→ **Task to carry out**:
Return each line of the records holding the string "graph".
Records for the exercise Start Marker
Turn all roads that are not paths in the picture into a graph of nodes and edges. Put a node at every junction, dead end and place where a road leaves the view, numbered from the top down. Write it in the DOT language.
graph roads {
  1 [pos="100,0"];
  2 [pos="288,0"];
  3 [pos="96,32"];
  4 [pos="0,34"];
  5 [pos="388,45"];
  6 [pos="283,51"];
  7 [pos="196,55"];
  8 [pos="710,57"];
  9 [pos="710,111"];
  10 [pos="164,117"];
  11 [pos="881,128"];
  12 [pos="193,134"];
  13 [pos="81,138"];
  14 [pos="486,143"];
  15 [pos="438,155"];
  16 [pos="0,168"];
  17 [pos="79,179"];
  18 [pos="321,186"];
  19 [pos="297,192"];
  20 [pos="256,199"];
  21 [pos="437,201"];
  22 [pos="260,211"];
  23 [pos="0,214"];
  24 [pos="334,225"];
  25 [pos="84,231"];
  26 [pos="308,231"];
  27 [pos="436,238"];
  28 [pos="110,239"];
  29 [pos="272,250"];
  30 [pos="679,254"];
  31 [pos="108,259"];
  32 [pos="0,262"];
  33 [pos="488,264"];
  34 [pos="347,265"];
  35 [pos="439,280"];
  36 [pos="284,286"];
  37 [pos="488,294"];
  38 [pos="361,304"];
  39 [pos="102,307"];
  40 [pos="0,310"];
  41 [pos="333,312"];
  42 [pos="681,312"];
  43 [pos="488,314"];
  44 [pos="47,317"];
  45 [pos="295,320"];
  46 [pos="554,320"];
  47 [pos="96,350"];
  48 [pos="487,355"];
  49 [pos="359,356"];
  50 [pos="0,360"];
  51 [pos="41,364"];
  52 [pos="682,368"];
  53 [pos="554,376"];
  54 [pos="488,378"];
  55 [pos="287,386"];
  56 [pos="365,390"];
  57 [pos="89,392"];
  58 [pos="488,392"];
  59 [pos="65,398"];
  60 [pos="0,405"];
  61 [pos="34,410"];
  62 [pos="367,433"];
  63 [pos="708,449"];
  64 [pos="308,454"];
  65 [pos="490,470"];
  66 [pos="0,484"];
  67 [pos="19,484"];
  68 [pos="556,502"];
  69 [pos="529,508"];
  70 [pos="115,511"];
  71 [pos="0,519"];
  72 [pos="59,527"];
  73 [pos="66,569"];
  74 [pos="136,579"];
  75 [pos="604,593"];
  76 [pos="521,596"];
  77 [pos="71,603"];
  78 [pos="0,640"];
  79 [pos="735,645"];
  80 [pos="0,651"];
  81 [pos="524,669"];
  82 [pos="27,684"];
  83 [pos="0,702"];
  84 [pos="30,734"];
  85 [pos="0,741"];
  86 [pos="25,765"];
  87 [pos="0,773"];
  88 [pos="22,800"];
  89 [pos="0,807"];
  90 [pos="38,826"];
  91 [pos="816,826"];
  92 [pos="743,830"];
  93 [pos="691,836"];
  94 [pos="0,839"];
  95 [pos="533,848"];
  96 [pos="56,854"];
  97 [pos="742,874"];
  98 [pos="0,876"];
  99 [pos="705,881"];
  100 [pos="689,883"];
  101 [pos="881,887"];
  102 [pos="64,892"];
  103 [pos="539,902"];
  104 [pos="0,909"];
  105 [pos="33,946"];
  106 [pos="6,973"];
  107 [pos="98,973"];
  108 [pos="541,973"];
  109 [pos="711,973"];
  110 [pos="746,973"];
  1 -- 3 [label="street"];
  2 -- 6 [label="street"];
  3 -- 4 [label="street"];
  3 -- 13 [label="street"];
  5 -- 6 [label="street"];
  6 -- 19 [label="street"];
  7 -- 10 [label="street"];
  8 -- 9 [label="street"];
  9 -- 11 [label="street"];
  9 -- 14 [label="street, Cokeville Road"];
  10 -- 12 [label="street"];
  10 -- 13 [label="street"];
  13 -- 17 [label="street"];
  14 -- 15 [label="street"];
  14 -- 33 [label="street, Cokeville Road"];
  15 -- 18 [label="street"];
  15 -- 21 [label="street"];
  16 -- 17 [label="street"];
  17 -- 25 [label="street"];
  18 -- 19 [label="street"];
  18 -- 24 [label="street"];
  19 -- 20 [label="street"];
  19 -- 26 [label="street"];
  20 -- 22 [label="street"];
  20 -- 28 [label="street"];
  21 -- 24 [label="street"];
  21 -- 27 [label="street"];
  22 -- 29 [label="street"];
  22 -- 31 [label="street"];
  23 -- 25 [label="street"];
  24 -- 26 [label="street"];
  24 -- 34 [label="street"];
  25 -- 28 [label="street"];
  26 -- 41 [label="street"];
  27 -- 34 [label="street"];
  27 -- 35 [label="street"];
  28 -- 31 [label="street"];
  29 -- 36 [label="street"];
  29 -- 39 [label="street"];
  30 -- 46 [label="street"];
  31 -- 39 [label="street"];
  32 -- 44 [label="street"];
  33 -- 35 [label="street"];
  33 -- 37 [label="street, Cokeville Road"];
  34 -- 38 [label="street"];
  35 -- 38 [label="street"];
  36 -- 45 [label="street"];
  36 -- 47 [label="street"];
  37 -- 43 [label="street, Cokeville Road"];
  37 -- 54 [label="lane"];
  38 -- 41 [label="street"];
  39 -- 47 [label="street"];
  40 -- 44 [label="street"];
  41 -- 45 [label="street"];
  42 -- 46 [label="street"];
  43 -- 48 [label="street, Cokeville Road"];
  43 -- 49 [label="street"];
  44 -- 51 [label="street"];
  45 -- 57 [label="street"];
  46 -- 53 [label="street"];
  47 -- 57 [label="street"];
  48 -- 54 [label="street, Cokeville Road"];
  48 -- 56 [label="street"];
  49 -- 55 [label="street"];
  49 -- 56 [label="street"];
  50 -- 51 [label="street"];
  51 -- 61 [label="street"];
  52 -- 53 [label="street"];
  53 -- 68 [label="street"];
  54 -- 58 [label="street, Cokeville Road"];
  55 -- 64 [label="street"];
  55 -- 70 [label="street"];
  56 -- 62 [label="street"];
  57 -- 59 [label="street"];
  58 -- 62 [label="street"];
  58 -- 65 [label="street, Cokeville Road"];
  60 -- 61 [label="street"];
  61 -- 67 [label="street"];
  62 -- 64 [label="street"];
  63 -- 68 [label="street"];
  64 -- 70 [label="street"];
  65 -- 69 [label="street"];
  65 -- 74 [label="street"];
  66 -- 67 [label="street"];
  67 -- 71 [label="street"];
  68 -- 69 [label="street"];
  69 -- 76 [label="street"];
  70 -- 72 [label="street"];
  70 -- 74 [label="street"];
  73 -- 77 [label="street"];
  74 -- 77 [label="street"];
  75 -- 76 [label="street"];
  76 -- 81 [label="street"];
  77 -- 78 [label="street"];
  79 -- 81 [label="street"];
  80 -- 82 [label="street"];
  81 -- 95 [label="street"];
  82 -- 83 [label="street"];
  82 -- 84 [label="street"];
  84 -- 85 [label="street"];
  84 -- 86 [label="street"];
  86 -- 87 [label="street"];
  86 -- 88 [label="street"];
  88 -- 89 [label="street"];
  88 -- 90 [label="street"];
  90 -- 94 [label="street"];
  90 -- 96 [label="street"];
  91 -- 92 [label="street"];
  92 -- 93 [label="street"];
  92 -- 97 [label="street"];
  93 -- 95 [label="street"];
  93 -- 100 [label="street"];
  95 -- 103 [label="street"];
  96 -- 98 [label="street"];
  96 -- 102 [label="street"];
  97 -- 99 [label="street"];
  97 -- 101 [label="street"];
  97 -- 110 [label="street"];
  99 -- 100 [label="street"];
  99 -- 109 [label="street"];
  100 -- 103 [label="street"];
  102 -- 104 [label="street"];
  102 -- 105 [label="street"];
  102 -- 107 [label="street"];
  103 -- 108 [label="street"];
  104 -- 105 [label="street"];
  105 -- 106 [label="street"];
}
Records for the exercise End Marker
→ **Task answer**:
Turn all roads that are not paths in the picture into a graph of nodes and edges. Put a node at every junction, dead end and place where a road leaves the view, numbered from the top down. Write it in the DOT language.
graph roads {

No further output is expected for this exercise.